How does Vertica evaluate columns for encoding type?
I pulled the encoding types for the projection columns in my environment and was curious how Vertica evaluates columns/data in choosing an encoding type.
I would like to improve the columns with AUTO to use a more appropriate encoding. Would the query-specific DBD run be the best way to do so?
data_type | encoding_type | count ----------------+------------------+------- float | AUTO | 2782 float | RLE | 1214 float | BLOCKDICT_COMP | 1100 float | DELTARANGE_COMP | 1026 int | DELTARANGE_COMP | 804 int | RLE | 696 int | AUTO | 454 date | RLE | 360 int | BLOCKDICT_COMP | 328 int | COMMONDELTA_COMP | 292 float | COMMONDELTA_COMP | 286 date | BLOCKDICT_COMP | 158 timestamp | GCDDELTA | 148 timestamp | DELTARANGE_COMP | 140 timestamp | AUTO | 130 timestamp | RLE | 114 float | BLOCK_DICT | 90 date | COMMONDELTA_COMP | 80 timestamp | COMMONDELTA_COMP | 56 date | AUTO | 36 timestamp | BLOCKDICT_COMP | 34 boolean | RLE | 28 int | DELTAVAL | 22 boolean | AUTO | 16 date | DELTAVAL | 14 int | BLOCK_DICT | 10 int | GCDDELTA | 8 numeric(8,3) | DELTARANGE_COMP | 8 numeric(9,3) | COMMONDELTA_COMP | 8 numeric(10,3) | BLOCKDICT_COMP | 8 date | DELTARANGE_COMP | 6 numeric(19,5) | BLOCKDICT_COMP | 4 numeric(37,15) | AUTO | 4 date | BLOCK_DICT | 2Since the columns with an AUTO encoding go to the default encoding outlined in the documentation, why aren't some of these columns following the default encoding? For example, the documentation shows that columns with a float type would use either COMMONDELTA_COMP or DELTARANGE_COMP. How did Vertica evaluate to use RLE or BLOCKDICT_COMP for float?

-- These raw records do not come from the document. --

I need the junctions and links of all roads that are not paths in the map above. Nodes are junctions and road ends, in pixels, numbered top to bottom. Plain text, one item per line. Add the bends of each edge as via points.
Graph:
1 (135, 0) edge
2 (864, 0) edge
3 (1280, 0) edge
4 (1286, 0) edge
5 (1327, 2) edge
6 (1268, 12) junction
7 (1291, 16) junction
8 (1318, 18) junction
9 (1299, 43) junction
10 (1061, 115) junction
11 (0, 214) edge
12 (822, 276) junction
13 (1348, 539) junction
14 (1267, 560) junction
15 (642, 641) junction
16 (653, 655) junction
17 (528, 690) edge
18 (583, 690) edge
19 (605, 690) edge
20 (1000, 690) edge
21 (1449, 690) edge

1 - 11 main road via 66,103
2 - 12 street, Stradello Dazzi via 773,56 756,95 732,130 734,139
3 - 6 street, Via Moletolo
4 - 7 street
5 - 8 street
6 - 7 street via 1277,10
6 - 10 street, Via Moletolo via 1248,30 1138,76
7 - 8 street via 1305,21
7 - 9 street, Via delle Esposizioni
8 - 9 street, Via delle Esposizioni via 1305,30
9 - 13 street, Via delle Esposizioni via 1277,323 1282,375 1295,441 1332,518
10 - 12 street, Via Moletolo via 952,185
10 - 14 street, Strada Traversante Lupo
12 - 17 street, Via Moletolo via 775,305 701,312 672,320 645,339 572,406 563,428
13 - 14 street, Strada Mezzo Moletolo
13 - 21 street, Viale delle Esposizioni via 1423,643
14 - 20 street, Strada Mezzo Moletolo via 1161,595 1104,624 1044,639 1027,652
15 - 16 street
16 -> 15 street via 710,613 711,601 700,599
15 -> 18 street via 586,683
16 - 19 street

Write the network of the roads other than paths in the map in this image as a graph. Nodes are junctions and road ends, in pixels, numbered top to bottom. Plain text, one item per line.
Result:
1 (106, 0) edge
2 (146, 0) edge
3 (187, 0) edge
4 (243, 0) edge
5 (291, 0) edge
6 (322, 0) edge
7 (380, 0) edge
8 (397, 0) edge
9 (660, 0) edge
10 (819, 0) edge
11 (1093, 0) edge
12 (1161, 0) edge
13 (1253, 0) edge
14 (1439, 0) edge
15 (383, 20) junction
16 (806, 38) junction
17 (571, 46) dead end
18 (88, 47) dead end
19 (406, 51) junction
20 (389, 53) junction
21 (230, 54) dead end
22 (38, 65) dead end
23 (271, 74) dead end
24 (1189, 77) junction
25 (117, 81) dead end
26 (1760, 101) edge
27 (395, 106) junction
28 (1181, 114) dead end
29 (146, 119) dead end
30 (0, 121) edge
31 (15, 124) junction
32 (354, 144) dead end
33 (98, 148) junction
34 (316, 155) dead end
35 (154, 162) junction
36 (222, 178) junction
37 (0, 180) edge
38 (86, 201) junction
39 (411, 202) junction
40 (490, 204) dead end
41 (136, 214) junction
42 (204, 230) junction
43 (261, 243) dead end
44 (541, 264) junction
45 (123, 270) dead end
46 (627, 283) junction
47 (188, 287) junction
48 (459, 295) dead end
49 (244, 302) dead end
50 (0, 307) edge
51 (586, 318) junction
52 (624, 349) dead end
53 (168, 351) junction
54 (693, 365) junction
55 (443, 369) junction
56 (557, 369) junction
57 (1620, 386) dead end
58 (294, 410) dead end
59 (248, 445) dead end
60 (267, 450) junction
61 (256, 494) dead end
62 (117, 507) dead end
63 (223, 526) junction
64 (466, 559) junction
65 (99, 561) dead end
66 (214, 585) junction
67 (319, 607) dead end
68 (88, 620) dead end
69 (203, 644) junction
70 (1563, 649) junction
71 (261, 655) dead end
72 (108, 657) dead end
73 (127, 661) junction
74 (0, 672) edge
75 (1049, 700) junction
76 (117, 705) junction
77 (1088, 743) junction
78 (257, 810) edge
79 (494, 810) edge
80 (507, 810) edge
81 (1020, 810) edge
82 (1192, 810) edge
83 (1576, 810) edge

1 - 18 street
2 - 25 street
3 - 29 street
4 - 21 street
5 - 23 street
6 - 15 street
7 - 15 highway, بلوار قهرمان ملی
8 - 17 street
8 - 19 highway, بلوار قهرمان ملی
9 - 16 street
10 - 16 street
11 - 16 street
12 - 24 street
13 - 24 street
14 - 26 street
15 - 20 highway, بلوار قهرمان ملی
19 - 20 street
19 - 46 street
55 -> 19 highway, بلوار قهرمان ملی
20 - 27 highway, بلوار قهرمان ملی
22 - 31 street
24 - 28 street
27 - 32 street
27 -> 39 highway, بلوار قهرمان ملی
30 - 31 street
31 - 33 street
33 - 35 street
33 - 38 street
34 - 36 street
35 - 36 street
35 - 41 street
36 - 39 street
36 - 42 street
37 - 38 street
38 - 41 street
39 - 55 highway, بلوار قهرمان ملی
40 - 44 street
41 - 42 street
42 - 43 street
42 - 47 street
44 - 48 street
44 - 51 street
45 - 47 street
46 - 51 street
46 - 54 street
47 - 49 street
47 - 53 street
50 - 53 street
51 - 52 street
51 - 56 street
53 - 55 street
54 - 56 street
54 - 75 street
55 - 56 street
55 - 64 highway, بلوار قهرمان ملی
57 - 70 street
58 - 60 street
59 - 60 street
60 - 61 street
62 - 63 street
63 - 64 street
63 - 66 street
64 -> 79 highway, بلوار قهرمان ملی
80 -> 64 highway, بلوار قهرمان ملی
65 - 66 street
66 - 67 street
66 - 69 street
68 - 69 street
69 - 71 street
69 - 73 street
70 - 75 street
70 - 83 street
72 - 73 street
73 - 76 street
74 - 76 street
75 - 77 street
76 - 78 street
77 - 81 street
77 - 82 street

I would like to improve the columns with AUTO to use a more appropriate encoding. Would the query-specific DBD run be the best way to do so?
0
Comments
I believe running DBD with good amount of sample data will give your much better projections with respect to encoding types.
Besides, there isone of the good answer on similar question
https://community.vertica.com/vertica/topics/projections_with_encoding_possibilities
Hope this helps.
The referenced question doesn't provide any information on the mechanism for determining encoding types.
The DBD *is* the automation of the internal process :-) It is the (only) mechanism within Vertica for automatically determining encoding types. What are you really trying to do?
Are you thinking of the DBD as just the ncurses-based admintools UI? In that case, your information is (slightly) out-of-date; that's just the GUI. Please see our documentation; for example:
https://my.vertica.com/docs/7.0.x/HTML/index.htm#Authoring/SQLReferenceManual/Functions/VerticaFunct...
The thing about column encodings that's tricky is that the correct encoding depends hugely on the arrangement of the data, which means both what your data looks like and how the particular projection has sorted it.
The actual encoding-level work of the DBD is really quite straightforward (though perhaps not simple; also not fast) -- it's a bunch of introspection on your data followed by some math. No canned heuristics, if that's what you're looking for; in practice those seem to get it wrong as often as they get it right, and with encodings, getting it wrong can be worse than having no encoding at all. We instead do the whole thing of building a mathematical model of your data and solving for the optimal encoding. That's not something that is easily broken apart; it works on the granularity of whole tables/projections, so that's the API that we provide.
(It has been the case in the past that hand-created projections constructed by someone with lots of Vertica experience could sometimes achieve better compression than our math. This was because our mathematical model was a bit oversimplified -- we assumed that each column should be considered in isolation. It turns out that this is false in practice; the content in one column can affect how you should consider other columns on the same projection. We hope that the new "Correlations Mode" in Vertica 7 will address these cases. If you can still do better by hand, we'd be very interested to hear from you.)
Adam
That was insightful. What I'm actually trying to do is avoid going to the DBD and have an automated process that picks up AUTO encoded columns and determines a suitable encoding type for them.
I think I'll wait to upgrade to 7 and use the DBD API.